Red Star and Partizan appeal for trouble-free derby
The fixture will be played under tight security with up to 10,000 riot police present after rampaging Serbia fans forced the team's Euro 2012 qualifier against Italy to be abandoned on October 12.
The incident in the Italian port city of Genoa occurred two days after angry protesters clashed with riot police during a gay parade in Belgrade.
"We want to restore the glittering tradition of the Belgrade derby and the only way we can do that is if the players set an example to the fans," Partizan coach Aleksandar Stanojevic told a news conference on Friday.
"We are looking for sportsmanship on and off the pitch and we want to treat the fans to an entertaining game of football, which should be the only talking point after the derby.
"We need to put behind us the recent ugly scenes and show why the Belgrade derby is Serbia's biggest and most sacred football event," he said.
Partizan goalkeeper Vladimir Stojkovic, a former Red Star player, has been targeted by the club's diehard fans since he joined the Serbian champions on loan from Sporting Lisbon in August.
Having printed fake obituaries of Stojkovic and displayed insulting banners during Red Star's home games this seasons, Red Star fans hurled a flare at Stojkovic before Serbia were due to play Italy on October 12.
Serbia fans then threw flares at police and the home fans, forcing the fixture to be abandoned after only six minutes.

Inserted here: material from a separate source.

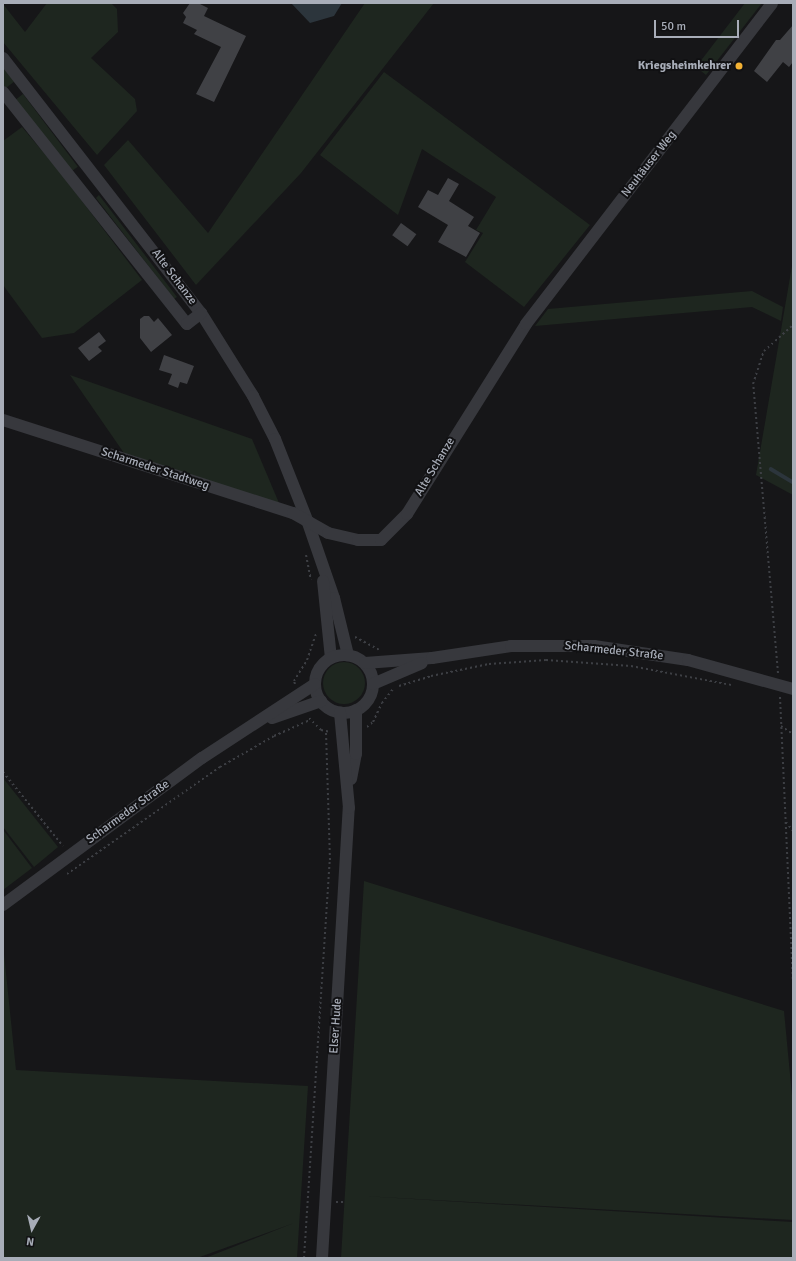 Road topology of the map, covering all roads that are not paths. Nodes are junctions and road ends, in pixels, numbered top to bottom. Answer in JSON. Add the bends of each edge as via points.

Stanojevic said Stojkovic, who is likely to get a hostile reception from Red Star fans, was completely focused on keeping a clean sheet in his first match against his former club.
"I spoke to Stojkovic about his situation and he is 100 percent ready to produce his best performance tomorrow, he is a committed professional and there is absolutely no reason why he shouldn't play to the best of his abilities," he said.
Red Star lead the 16-team first division with 22 points from eight matches, three more than second-placed Partizan who have won a record three league titles in a row.